The problem for everybody is the 2 airlines involved: Lion Air and Ethiopian Airlines.
Lion Air has a pathetic safety and maintenance record and in the past has occasionally been banned from operating any aircraft whatsoever into and over Europe and elsewhere.
Ethiopian Airlines fares slightly better than Lion Air but is, nevertheless, not known as an exemplary carrier. I, for instance, would hesitate to fly with them, even before the crash.
The point is that, if these accidents happened with top-of-the line carriers such as Lufthansa or SWISS, there would've been very little concern about the standard of operations of the airlines involved, and the accidents would've pointed unequivocally to problems with the plane itself.
As it is - the Lion Air crash should not have happened. There were known issues with defective instruments even before the plane started its takeoff run. The 737 has standard and very simple procedures in place for the pilots to follow in the case of stabiliser-runaway, which they inexplicably failed to execute. All they had to do was to flip a switch - this would certainly have saved the plane.
This does not necessarily absolve the plane, but at the very least the fact remains that sloppy maintenance and insufficient pilot skill contributed substantially and perhaps totally to the plane coming down.
For the Ethiopian Airlines crash not enough data is yet available. On the face of it, it seems to be similar to the Lion Air crash, although there is still a probability that it was due to an entirely different set of circumstances. In which case it is just an unfortunate coincidence that two aeroplanes of the same type crashed within such a short space of time. Otherwise, if the root causes are the same, the Ethiopian plane would once again have been fine with sufficiently skilled pilots.
So is the physical design of the plane fatally flawed? (That is probably the most urgent concern of the Boeing executives right now). I don't think so.
But I believe that there is a flaw in the system design:
The MAX 8 has larger engines than any of the 737 versions before. The 737 is famously close to the ground, and finding the space to fit its engines under the wings was always a problem. So what they did with the larger engines was to move the engines forward of the wing, and up. This changed the handling characteristics of the airframe and introduced a tendency for to frame to pitch up at low speeds when a lot of power is applied to the engines - which could initiate a stall. To compensate for this, and to make the handling of the plane
feel like that of all previous 737s, Boeing introduced a system that would adjust the stabilizer (horizontal tail section) to pitch the nose of the plane down when the angle between the wing and the airflow over the wing becomes to large (i.e. a stall is imminent). This is supposed to be transparent - the pilot should not notice that it is happening - like the driver of a car does not notice its power-steering. Boeing called this system MCAS and it is currently the focus of everybody concerned with the situation.

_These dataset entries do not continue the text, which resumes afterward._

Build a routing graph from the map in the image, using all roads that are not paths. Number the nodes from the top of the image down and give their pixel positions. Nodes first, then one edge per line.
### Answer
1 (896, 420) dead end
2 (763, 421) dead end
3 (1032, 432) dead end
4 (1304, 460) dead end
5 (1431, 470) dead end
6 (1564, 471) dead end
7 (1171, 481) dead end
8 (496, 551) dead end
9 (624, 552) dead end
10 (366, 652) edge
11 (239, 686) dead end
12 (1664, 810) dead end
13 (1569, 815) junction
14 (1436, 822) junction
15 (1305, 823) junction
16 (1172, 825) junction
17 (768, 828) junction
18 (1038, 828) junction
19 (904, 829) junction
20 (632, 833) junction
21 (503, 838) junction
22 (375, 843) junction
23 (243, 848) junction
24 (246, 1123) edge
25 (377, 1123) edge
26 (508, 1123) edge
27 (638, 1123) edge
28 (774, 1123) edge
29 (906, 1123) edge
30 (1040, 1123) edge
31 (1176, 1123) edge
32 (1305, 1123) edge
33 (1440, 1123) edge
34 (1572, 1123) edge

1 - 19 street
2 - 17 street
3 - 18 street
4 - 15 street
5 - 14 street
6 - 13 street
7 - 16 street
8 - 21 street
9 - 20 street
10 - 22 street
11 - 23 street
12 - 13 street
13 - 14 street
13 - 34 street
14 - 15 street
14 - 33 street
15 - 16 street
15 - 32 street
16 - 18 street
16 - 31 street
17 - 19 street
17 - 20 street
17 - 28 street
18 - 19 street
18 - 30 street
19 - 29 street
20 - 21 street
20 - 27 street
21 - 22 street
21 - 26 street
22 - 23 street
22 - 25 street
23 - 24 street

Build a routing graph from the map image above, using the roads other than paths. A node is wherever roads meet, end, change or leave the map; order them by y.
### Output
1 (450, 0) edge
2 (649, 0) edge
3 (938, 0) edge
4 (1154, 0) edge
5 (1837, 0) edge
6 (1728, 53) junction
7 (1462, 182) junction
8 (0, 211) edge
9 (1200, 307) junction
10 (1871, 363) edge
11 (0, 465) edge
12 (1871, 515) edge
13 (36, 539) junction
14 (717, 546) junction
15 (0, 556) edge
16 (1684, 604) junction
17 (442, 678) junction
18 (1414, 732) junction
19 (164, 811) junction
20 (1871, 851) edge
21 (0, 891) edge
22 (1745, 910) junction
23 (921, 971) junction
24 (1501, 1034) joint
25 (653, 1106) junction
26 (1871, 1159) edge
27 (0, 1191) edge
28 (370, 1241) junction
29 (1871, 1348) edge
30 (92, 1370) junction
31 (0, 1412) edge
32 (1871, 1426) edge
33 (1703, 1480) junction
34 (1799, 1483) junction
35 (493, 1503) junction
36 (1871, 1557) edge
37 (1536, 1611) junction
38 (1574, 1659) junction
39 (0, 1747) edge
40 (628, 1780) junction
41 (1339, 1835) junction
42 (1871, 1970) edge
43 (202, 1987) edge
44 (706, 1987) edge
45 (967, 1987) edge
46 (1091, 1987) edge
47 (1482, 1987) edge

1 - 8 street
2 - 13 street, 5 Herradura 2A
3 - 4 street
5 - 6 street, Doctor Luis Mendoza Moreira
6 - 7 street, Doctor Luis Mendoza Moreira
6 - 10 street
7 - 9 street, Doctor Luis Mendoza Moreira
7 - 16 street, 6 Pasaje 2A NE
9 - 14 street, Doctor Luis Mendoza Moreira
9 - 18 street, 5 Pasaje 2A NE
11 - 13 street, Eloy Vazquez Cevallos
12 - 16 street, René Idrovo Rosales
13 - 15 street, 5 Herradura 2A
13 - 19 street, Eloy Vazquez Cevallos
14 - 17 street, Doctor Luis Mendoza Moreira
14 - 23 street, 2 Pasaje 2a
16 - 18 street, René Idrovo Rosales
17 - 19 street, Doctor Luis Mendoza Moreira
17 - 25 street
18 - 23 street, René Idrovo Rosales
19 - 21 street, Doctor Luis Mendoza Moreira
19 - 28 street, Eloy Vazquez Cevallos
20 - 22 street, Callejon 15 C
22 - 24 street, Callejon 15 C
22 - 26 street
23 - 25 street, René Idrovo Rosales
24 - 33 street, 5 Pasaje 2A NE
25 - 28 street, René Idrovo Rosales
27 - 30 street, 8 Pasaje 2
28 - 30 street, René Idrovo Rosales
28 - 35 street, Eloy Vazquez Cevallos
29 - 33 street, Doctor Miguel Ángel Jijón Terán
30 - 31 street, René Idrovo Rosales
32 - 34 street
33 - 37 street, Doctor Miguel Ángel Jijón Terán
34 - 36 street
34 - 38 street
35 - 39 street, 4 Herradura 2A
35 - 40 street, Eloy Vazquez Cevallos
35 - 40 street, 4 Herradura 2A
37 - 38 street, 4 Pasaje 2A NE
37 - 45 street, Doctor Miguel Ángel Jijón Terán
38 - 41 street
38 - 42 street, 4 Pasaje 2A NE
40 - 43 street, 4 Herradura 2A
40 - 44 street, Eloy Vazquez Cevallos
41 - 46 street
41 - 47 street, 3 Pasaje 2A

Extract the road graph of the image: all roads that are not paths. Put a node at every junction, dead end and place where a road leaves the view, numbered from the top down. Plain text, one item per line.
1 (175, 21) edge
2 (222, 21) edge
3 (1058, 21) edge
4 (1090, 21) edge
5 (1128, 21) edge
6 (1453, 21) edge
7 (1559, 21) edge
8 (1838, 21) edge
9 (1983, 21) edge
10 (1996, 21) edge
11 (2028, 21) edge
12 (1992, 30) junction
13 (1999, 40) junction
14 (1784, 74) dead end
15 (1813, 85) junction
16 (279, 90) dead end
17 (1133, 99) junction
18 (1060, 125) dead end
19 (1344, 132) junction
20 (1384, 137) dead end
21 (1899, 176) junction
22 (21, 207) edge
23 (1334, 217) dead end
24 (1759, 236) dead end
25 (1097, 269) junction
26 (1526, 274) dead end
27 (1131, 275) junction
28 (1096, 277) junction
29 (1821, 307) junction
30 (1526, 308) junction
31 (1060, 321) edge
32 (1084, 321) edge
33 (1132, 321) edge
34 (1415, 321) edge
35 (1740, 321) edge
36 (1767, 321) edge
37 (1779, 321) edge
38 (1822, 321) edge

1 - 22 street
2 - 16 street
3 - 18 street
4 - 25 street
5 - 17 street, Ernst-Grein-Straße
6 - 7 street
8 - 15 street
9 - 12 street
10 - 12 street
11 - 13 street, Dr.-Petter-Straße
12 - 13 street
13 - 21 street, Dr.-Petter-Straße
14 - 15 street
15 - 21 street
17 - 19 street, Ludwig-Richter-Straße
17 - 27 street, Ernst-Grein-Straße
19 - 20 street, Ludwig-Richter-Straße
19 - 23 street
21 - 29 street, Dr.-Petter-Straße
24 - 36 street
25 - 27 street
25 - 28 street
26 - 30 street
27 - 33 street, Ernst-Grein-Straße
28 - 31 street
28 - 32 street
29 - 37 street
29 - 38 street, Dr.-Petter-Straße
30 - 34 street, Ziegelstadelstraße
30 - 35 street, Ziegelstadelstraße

I personally do not believe that the MCAS and the design changes that made MCAS necessary are, in principle, flawed. What I believe
IS flawed is that:
In the past, the instrumentation that provided angle-of-attack data (the angle between the wing and the airflow incident on the wing) did so for information purposes only. Therefore, however useful it may have been, there is no historical data on how accurate these measurements actually are, and on the inherent reliability of these instruments.
But with MCAS, this data is suddenly being used as inputs into a control system. This is a totally different ballgame. Furthermore, the Boeing engineers used the input of only one angle-of-attack sensor, even when there are more available. So it looks as if the engineers simply assumed that the sensors are accurate and reliable, (this is an easy thing to do - these things have been in service for forever, and nobody ever complained about them, so the tendency is to think of them as a mature technology) and designed an entire and crucial control paradigm on that assumption.
So, I feel that MCAS and its associated changes are fine, and that MCAS in itself is performing as it should, but that it is being fed bad data - that is, it does the right things but with the wrong data. Since the data it receives is crucial, it is also crucial to ensure that it gets good data. I would hazard a guess that there are many controls that the design engineers could/can implement to ensure this. For one thing, I'd run a program to establish if the current angle-of-attack sensors are capable of performing with the accuracy and reliability required to output signals that are used to drive a control system. Once that is established, one should look at using the inputs of all the angle-of-attack sensors available, rather than just one - some aeroplanes have 4. (I think that when a finger eventually points to the worst design decision made for this airplane, it would be the decision to use only one sensor). I would look at the calibration procedures performed on these sensors, both during routine maintenance and when they are replaced. I would also have the system do a calibration check on its angle-of-attack sensors during startup, by comparing the input of every sensor against all the others. (E.g. for the Lion Air crash, the difference between the left and right angle-of-attack sensors was 20°, which is enormous. If the system just checked this difference to begin with, it would've flagged a critical fault and the takeoff would've been aborted).
In the end, it maybe comes down to a situation where a system that was previously a nice-to-have informational system suddenly becomes a critical control system - where everybody, together with the support infrastructure around that system still treats it conceptually as a nice-to-have without appreciating or even being aware of the consequences. There is a HUGE difference between how systems oversee the prevention of trivial failures and potentially lethal failures in equipment. It is this transition which I think is the principal thing that Boeing got wrong.